The events of that dramatic time are now the subject of Bombshell, a glossy, by-the-numbers version of filmmaking that saps what is a quite complex story involving fairly complicated players of any nuance or insight. Screenwriter Charles Randolph most recently gifted us with The Big Short in 2015, a film packed with energy, originality and depth, qualities many have tried to replicate since in films like Vice, The Laundromat…and now Bombshell. Unfortunately, what worked for The Big Short is proving to be a bit of lightning in a bottle, as none of these subsequent films, Bombshell included, seem to be able to balance giving a complicated subject matter its due with the aspects of a film that engage and entertain.
Directed by Jay Roach (Trumbo), Nicole Kidman stars as Gretchen Carlson, though she’s curiously not the focus of this over-stuffed, over-simplified drama. That falls to Charlize Theron as fellow Fox News anchor Megyn Kelly, who in this version of the story is a bit of a narrator (when it’s convenient) and a catalyst to the snowballing of the events to come. Completing the trio of leggy blondes (a Fox News brand essential) is Margot Robbie as Kayla, a fictionalized character who provides an entry point into the workaday toxicity the women in the newsroom faced. All three women deliver striking performances given what they have to work with; as written, the characters of the two real women are reduced to one-dimensional takes on multi-layered personalities while the made-up character is so formulaic she’s boring. (As a stand-in for the kind of woman who works at Fox, Kayla is painted as a naive conservative Christian from a “good” family who, inexplicably in the context of the film, dabbles in lesbianism.)
Based in fact as it is (every moment of the scandal was reported widely), the film has a lot of work to do to get through all the various important moments of the story, from Carlson’s unceremonious exit and subsequent lawsuit to Kelly’s days-long debate about whether to come forward with her own story or not. In between, there’s that presidential election to keep top of mind (Kelly’s infamous first question to Trump about his comments on women features heavily), and Randolph uses Kayla’s professional progress to chronicle just how awful the work environment was. What’s lost in all of this, of course, is the context within which it occurs, the role Fox News itself (and these women) played in creating the divisive state of affairs we’re now living with in both the media and politics.
Let me be clear: that’s not to say that any of what these women endured is any less horrific, unwarranted or wrong.
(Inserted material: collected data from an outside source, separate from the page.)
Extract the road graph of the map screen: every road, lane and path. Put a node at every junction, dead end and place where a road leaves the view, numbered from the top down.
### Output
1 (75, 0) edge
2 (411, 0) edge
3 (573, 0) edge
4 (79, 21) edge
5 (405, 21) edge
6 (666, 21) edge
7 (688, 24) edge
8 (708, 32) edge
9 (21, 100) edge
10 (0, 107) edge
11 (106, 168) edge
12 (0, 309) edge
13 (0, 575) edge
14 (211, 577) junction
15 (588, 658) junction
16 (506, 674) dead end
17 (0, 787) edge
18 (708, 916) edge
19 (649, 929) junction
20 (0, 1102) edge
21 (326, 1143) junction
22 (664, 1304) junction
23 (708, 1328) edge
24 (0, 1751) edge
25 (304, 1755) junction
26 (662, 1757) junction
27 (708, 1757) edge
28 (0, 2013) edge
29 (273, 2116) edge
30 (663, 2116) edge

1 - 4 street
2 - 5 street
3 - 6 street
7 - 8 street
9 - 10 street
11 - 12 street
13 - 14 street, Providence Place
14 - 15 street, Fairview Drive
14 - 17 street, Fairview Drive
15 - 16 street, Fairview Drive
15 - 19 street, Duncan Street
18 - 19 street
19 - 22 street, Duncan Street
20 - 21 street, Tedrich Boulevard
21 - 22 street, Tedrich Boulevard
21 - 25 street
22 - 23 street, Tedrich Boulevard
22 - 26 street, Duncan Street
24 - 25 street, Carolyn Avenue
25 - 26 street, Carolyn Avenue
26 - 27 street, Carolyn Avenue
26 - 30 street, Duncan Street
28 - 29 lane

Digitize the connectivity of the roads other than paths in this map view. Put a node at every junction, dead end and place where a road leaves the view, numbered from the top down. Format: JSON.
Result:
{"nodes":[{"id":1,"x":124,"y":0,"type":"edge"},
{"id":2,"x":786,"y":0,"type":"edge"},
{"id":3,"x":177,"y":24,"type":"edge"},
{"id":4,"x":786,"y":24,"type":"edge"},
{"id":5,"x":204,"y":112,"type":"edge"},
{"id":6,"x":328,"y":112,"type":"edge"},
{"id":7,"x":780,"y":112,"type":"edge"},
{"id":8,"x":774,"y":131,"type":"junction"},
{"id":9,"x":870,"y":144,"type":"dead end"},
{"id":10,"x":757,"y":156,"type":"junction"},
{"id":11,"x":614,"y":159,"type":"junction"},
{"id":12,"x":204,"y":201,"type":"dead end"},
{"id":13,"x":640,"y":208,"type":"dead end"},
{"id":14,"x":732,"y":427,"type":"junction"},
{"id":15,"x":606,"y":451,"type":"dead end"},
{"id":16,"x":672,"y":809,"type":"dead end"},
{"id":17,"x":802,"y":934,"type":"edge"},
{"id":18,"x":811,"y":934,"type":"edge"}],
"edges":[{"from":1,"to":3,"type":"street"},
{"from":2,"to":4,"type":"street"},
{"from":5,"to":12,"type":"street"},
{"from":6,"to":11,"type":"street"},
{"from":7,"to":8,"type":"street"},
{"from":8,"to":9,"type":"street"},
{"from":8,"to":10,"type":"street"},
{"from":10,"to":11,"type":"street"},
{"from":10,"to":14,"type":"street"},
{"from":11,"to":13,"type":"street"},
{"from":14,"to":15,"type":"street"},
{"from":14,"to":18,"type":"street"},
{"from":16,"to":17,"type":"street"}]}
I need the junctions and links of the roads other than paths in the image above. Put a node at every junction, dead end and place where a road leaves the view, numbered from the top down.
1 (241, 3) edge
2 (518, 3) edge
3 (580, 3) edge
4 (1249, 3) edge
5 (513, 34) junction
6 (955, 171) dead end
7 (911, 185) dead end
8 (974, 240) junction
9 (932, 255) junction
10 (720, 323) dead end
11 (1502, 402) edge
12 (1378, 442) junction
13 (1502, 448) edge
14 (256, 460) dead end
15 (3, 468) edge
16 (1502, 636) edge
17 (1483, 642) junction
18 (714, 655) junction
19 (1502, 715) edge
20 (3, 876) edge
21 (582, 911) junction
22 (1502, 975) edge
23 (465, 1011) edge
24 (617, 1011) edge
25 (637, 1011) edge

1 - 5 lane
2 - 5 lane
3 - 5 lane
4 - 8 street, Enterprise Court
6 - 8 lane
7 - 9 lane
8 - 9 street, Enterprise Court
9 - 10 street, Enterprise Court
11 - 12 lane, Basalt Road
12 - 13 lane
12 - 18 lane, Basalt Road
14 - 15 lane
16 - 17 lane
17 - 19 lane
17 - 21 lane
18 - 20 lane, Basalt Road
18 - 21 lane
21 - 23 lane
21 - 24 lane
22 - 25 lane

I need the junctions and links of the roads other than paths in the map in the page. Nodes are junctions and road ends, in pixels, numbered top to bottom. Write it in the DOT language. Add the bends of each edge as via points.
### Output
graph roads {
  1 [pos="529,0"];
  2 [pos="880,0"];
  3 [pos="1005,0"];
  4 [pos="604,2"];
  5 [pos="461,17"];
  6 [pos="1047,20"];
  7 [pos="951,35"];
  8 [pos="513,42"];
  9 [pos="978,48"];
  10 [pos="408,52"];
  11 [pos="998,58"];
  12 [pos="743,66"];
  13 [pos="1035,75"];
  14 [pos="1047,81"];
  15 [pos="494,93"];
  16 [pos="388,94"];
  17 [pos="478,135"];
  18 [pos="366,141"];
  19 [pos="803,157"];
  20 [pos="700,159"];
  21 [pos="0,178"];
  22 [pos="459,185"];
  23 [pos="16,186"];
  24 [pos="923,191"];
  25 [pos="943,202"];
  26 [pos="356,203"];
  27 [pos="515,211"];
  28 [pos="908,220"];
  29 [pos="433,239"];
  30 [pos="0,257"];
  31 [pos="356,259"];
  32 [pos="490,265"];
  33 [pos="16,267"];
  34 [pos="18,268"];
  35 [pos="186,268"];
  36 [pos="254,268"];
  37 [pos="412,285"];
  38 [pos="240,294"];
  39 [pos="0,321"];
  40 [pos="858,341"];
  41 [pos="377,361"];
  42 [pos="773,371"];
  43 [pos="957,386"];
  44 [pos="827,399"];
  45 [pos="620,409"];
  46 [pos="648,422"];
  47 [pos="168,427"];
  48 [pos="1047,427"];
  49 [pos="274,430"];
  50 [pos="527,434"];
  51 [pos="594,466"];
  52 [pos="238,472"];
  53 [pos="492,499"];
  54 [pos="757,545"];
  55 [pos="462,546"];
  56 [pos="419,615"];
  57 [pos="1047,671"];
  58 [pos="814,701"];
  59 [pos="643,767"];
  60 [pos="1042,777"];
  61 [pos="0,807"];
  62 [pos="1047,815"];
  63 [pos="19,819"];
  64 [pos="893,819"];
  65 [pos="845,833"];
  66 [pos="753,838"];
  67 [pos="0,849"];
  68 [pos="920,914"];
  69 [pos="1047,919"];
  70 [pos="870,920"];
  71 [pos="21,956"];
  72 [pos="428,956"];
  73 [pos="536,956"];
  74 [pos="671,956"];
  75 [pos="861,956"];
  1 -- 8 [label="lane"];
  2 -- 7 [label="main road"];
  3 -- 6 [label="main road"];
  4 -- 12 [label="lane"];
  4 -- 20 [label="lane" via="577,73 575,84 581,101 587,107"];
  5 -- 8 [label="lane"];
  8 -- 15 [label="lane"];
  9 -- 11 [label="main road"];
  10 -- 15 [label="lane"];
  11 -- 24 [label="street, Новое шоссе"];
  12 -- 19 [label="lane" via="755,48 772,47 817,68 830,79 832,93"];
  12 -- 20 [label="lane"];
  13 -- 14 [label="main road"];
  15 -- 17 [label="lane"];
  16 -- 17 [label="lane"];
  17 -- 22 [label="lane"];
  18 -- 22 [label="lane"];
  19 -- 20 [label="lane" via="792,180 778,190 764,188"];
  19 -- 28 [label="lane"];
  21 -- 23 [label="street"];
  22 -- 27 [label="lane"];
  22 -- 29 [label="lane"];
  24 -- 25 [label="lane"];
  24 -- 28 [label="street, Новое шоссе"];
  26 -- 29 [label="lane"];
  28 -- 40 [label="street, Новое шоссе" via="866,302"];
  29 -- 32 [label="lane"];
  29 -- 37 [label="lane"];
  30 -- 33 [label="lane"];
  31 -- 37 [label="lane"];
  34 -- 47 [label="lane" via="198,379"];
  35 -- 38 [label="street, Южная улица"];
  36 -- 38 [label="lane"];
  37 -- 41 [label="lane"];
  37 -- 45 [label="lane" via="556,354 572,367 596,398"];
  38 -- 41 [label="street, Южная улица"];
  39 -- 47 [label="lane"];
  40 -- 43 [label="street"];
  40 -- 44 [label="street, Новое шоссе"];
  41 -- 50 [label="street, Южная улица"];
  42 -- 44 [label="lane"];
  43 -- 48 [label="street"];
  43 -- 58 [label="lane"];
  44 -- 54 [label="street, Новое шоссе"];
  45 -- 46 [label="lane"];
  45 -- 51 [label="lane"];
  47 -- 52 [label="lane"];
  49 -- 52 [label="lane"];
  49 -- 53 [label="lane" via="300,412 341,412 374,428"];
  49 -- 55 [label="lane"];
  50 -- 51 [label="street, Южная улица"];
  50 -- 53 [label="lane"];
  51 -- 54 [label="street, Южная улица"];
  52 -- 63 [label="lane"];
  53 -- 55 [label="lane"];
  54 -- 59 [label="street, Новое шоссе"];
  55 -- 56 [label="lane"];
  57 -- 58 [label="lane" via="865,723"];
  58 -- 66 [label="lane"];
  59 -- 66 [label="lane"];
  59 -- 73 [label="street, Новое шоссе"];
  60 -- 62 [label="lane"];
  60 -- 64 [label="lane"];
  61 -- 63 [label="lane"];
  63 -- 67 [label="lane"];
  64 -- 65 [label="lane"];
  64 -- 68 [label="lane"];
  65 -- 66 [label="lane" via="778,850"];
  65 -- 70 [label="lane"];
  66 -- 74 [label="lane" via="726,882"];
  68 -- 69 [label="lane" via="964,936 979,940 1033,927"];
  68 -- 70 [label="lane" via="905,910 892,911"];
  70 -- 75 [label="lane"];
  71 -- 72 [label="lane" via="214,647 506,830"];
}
As a woman who’s faced similar situations and extracted myself from toxic workplaces, these are things not to be tolerated or endorsed, and those doing wrong should be held accountable. What it does mean, though, in the context of Bombshell itself is that ultimately, the film fails to present the whole picture of a massively important movement in our culture. As important as the film’s central narrative is, something is lost without recounting the full picture of these actual events and the people involved in them.
Bombshell was recently shortlisted for an Academy Award for Best Makeup and Hairstyle, and it’s perhaps the only accolade I can understand it earning, as Kidman and Theron are transformed into their real-life counterparts with the help of subtle prosthetics and styling that’s so spot-on it’s haunting. Theron’s commitment to character is commendable; from the register of her voice to the way she holds her shoulders, there’s little whitespace between the actress and the woman. Beyond that, however, there’s little to recommend this watered-down attempt at seriousness.